Telamón, sorprendido, lo siguió. Los mercenarios también se movieron, pillados con la guardia baja, pero entonces Alejandro se volvió bruscamente y tiró de la capa de Telamón. El físico escapó, pegado a los talones del rey, que se detuvo a la sombra del roble, junto a la orilla del arroyo. Los mercenarios, tomados por sorpresa, también cargaron, pero la pendiente y la fuerza de la carrera los desestabilizó. Uno de ellos perdió pie y rodó por tierra, mientras que a otro se le enganchó el penacho del yelmo en las largas ramas del roble. La línea se rompió.

– ¡Ahora, Telamón! ¡Ahora, Hefestión! -gritó Alejandro-. ¡A pelear!

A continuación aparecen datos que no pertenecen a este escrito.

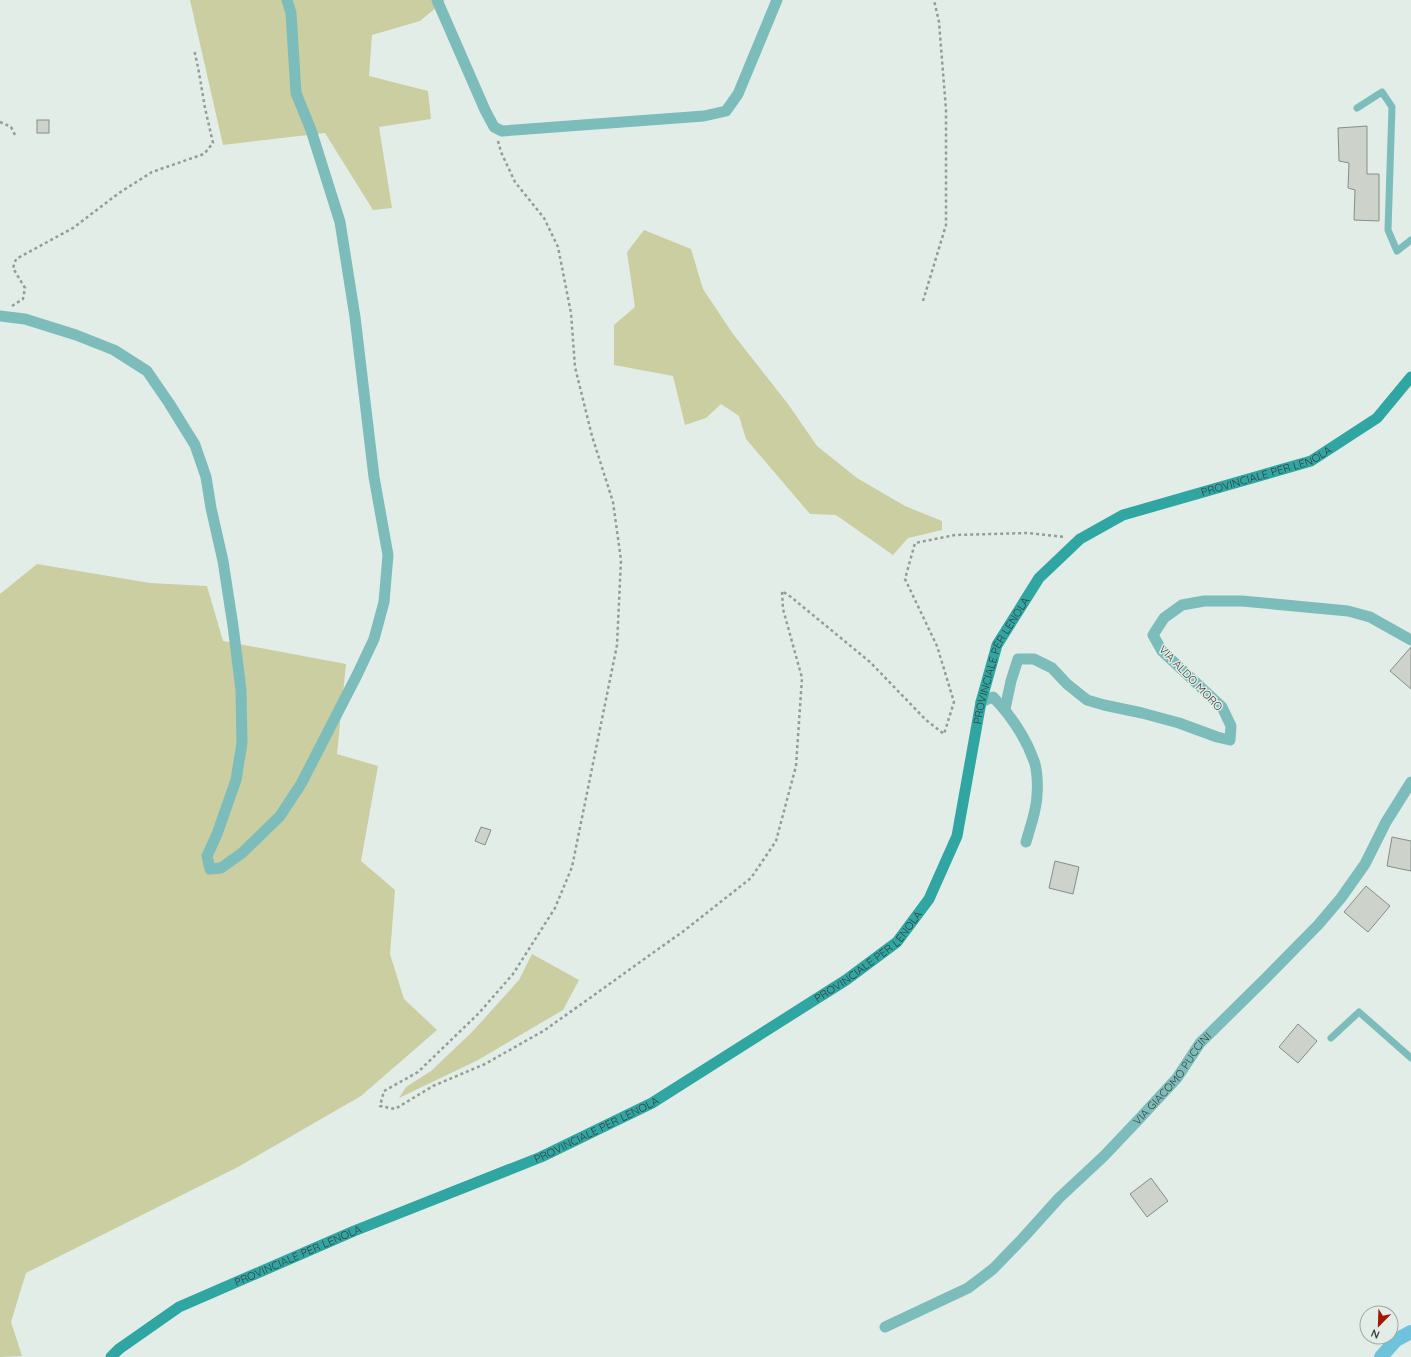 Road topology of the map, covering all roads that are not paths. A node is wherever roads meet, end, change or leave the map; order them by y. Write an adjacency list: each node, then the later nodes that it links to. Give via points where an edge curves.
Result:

El rostro del monarca estaba rígido, un tanto pálido, con los ojos brillantes. Telamón no pudo más que obedecer. Alejandro y Hefestión se adelantaron seguidos por Telamón. El enemigo estaba desorganizado. Alejandro se enfrentó a su oponente y después se movió velozmente a la derecha, al tiempo que descargaba un golpe con la espada en la carne expuesta entre el yelmo y la coraza. Hefestión chocó contra el escudo de su rival con tanta fuerza que lo derribó. Con la velocidad del rayo, Hefestión clavó la espada por debajo de la falda y le abrió el bajo vientre; el mercenario soltó un alarido escalofriante y comenzó a revolcarse. Alejandro avanzó para acabar con el hombre que se había roto el tobillo en la caída y Hefestión se volvió para enfrentarse a Droxenius mientras Telamón separaba los pies, dispuesto a enfrentarse con el mercenario que se había enganchado el yelmo en las ramas del roble. El hombre se había liberado y ahora avanzaba con el escudo en alto; movía la espada como la lengua de una serpiente. Telamón intentó desesperadamente recordar las lecciones que había aprendido en el campo de ejercicios en Mieza. Alejandro había vuelto más favorable la situación, pero Telamón no se atrevió a pedirle ayuda. Hefestión golpeaba con su espada el escudo de Droxenius. Más allá del roble, Alejandro mantenía un duelo mano a mano con el mercenario caído. El oponente de Telamón era un veterano, con los cabellos, el bigote y la barba grises y el rostro moreno surcado por una multitud de cicatrices; los labios entreabiertos dejaban ver los dientes podridos. La insignia de su escudo mostraba a un bailarín de toros cretense. El mercenario movió el escudo cautelosamente, con una sonrisa de complacencia. Era consciente del nerviosismo y la poca capacidad para el combate del físico.